问题
Given this vector:
ba <- c('baa','aba','abba','abbba','aaba','aabba')'
I want to change the final a
of each word to i
except baa
and aba
.
I wrote the following line ...
gsub('(?<=a[ab]b{1,2})a','i',ba,perl=T)
but was told: PCRE pattern compilation error 'lookbehind assertion is not fixed length' at ')a'.

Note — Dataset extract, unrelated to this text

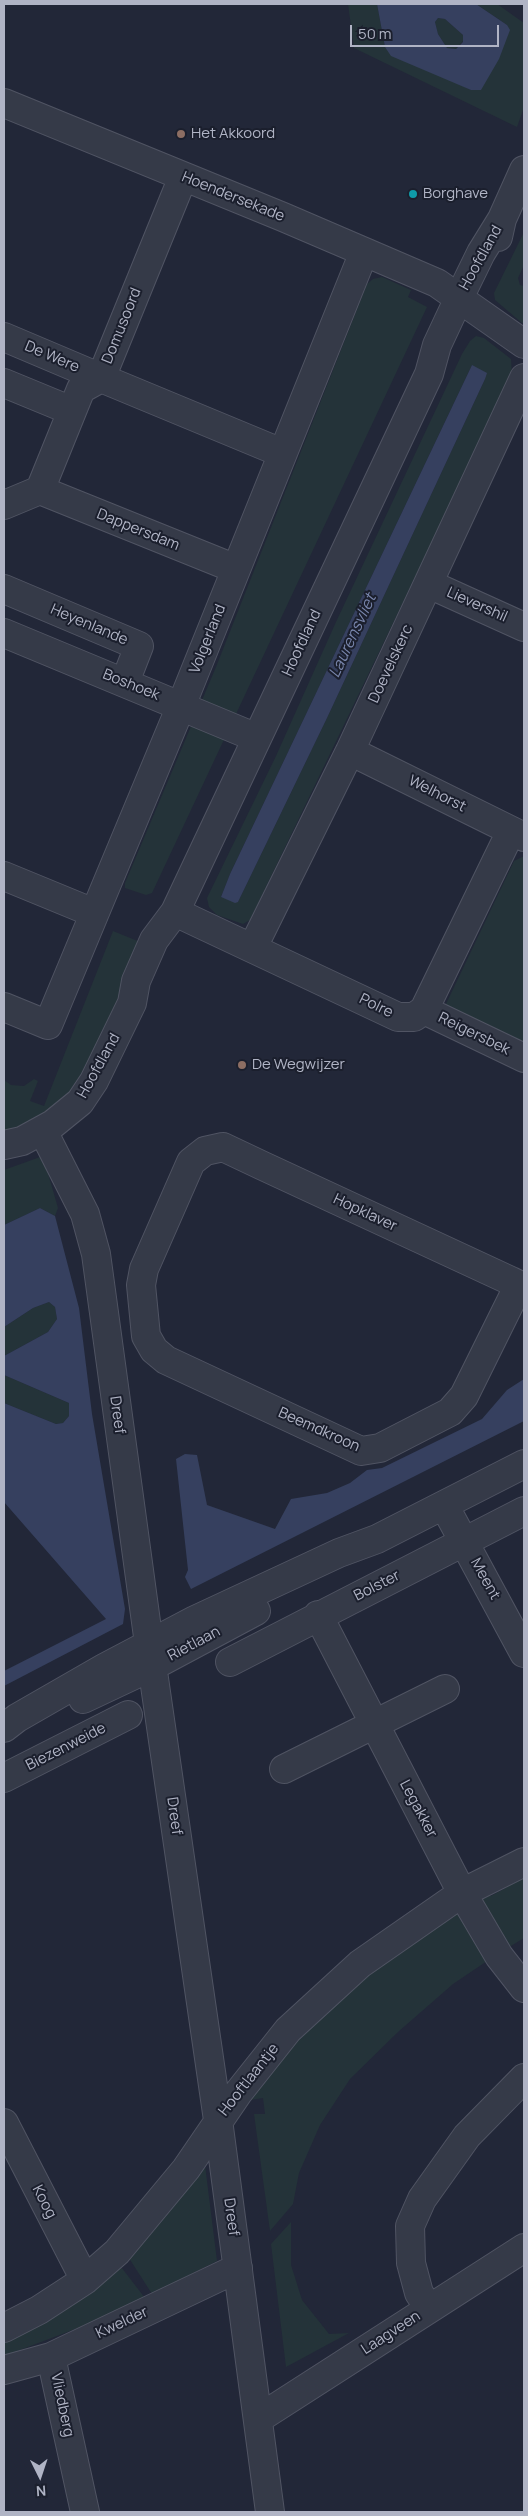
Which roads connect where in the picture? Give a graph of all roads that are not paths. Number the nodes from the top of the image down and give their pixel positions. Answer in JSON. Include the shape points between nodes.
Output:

I looked around a little bit and apparently R/Perl can only lookahead for a variable width, not lookbehind. Any workaround to this problem? Thanks!
回答1:
You can use the lookbehind alternative \K
instead. This escape sequence resets the starting point of the reported match and any previously consumed characters are no longer included.
Quoted — rexegg
The key difference between \K and a lookbehind is that in PCRE, a lookbehind does not allow you to use quantifiers: the length of what you look for must be fixed. On the other hand, \K can be dropped anywhere in a pattern, so you are free to have any quantifiers you like before \K.
Using it in context:
sub('a[ab]b{1,2}\\Ka', 'i', ba, perl=T)
# [1] "baa" "aba" "abbi" "abbbi" "aabi" "aabbi"
Avoiding lookarounds:
sub('(a[ab]b{1,2})a', '\\1i', ba)
# [1] "baa" "aba" "abbi" "abbbi" "aabi" "aabbi"
回答2:
Another solution for the current case only, when the only quantifier used is a limiting quantifier, may be using stringr::str_replace_all
/ stringr::str_replace
:
> library(stringr)
> str_replace_all(ba, '(?<=a[ab]b{1,2})a', 'i')
[1] "baa" "aba" "abbi" "abbbi" "aabi" "aabbi"
It works because stringr
regex functions are based on ICU regex that features a constrained-width lookbehind:
The length of possible strings matched by the look-behind pattern must not be unbounded (no
*
or+
operators.)
So, you can't really use any kind of patterns inside ICU lookbehinds, but it is good to know you may use at least a limiting quantifier in it when you need to get overlapping texts within a known distance range.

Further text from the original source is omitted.